From the line with "wrist: (462, 483)" through the line with "pinky tip: (403, 302)", inclusive, return each line of the data below exactly and leave the rest out.

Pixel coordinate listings

=== Begin Enclosure ===

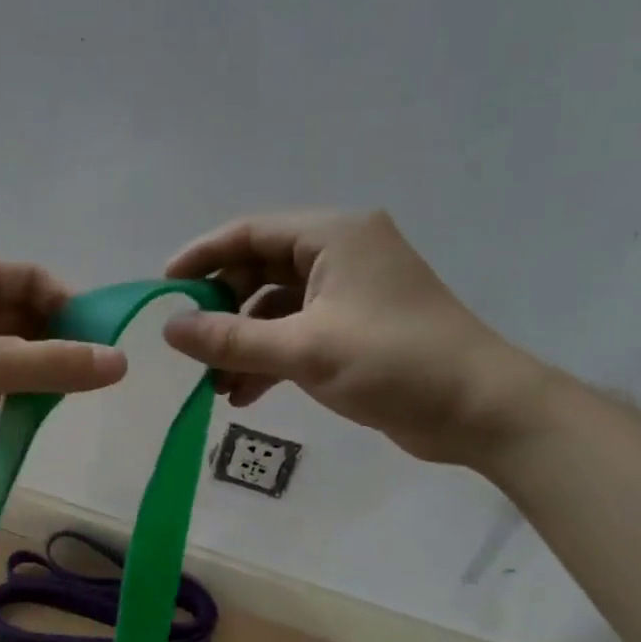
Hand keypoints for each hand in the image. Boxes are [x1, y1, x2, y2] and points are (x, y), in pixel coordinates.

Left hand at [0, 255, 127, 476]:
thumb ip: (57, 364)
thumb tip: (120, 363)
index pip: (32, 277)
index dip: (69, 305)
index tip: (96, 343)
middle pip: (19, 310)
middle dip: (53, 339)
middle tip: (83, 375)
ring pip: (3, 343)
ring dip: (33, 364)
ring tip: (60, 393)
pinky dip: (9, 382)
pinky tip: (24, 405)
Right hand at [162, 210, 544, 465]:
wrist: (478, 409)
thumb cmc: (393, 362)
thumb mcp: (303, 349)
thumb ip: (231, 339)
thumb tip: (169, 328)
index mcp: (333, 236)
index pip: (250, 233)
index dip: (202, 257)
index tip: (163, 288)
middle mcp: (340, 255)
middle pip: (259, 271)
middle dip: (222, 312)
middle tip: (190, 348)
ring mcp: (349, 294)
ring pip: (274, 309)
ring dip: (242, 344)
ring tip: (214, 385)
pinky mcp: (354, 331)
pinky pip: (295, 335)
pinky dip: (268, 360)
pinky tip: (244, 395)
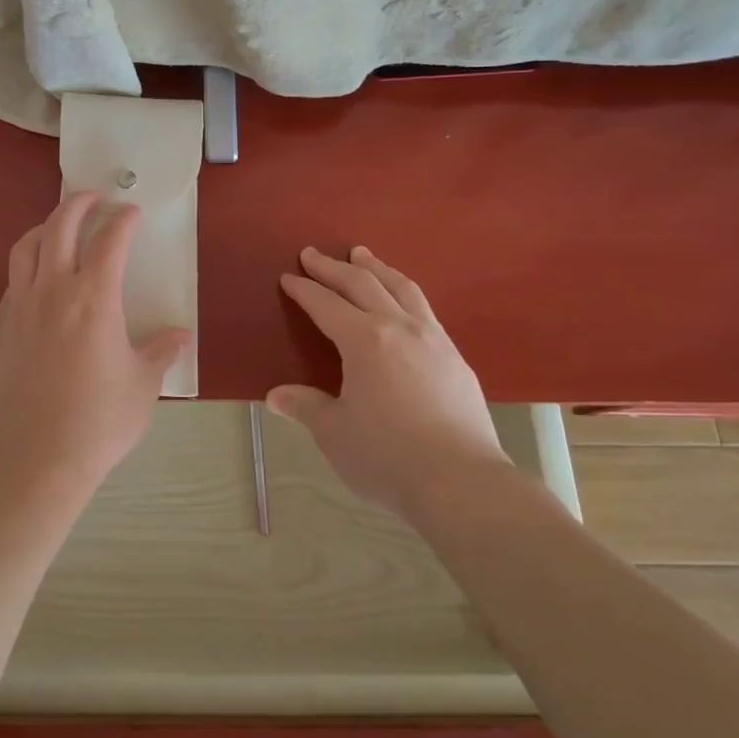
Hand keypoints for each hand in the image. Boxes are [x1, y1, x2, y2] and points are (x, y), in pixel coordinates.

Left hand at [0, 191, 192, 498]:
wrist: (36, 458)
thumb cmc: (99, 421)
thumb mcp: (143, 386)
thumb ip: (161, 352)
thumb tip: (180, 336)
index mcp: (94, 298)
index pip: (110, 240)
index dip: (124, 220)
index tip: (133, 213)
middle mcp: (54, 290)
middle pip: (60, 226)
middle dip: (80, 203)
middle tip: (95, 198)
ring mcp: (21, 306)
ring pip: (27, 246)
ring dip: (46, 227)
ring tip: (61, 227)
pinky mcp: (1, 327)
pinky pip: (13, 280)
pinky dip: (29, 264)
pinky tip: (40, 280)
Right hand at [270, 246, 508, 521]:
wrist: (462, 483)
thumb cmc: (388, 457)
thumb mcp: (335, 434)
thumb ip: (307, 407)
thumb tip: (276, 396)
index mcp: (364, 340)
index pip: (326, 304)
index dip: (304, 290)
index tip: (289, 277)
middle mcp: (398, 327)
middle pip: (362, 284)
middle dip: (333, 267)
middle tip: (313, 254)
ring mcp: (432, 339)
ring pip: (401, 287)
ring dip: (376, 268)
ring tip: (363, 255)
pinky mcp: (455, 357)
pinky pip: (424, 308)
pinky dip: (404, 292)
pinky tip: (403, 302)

=== End Enclosure ===
=== Begin Enclosure ===

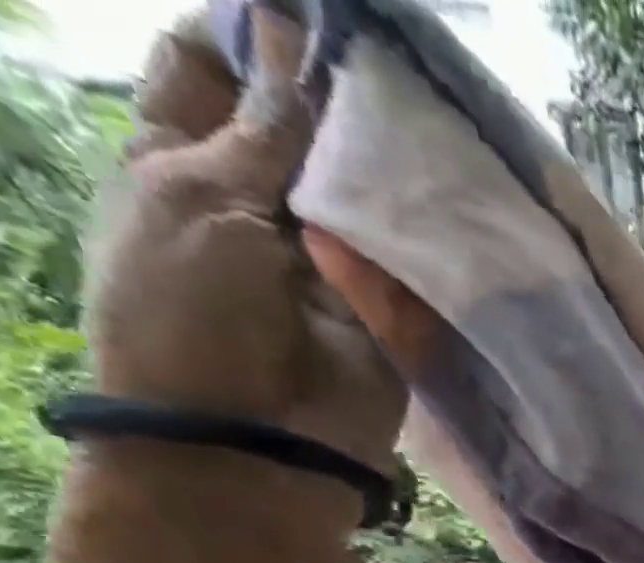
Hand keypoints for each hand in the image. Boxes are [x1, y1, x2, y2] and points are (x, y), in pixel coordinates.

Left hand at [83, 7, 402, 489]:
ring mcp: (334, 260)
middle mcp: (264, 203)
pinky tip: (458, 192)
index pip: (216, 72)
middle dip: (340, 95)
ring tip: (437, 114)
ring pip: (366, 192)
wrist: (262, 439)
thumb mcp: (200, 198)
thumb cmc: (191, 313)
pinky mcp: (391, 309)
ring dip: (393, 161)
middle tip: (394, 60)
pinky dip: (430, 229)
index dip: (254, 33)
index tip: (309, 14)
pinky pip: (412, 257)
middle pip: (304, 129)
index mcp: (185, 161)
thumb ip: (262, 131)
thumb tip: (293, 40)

=== End Enclosure ===

Task result:
wrist: (462, 483)
thumb cmc: (388, 457)
thumb mcp: (335, 434)
thumb ip: (307, 407)
thumb tip: (276, 396)
index mcp: (364, 340)
index pip: (326, 304)
index dip: (304, 290)
index tip: (289, 277)
middle mcp: (398, 327)
middle pip: (362, 284)
middle dip: (333, 267)
middle tip: (313, 254)
ring mcp: (432, 339)
ring pip: (401, 287)
ring dip: (376, 268)
ring tip: (363, 255)
pinky mcp: (455, 357)
pinky pip: (424, 308)
pinky dip: (404, 292)
pinky tip: (403, 302)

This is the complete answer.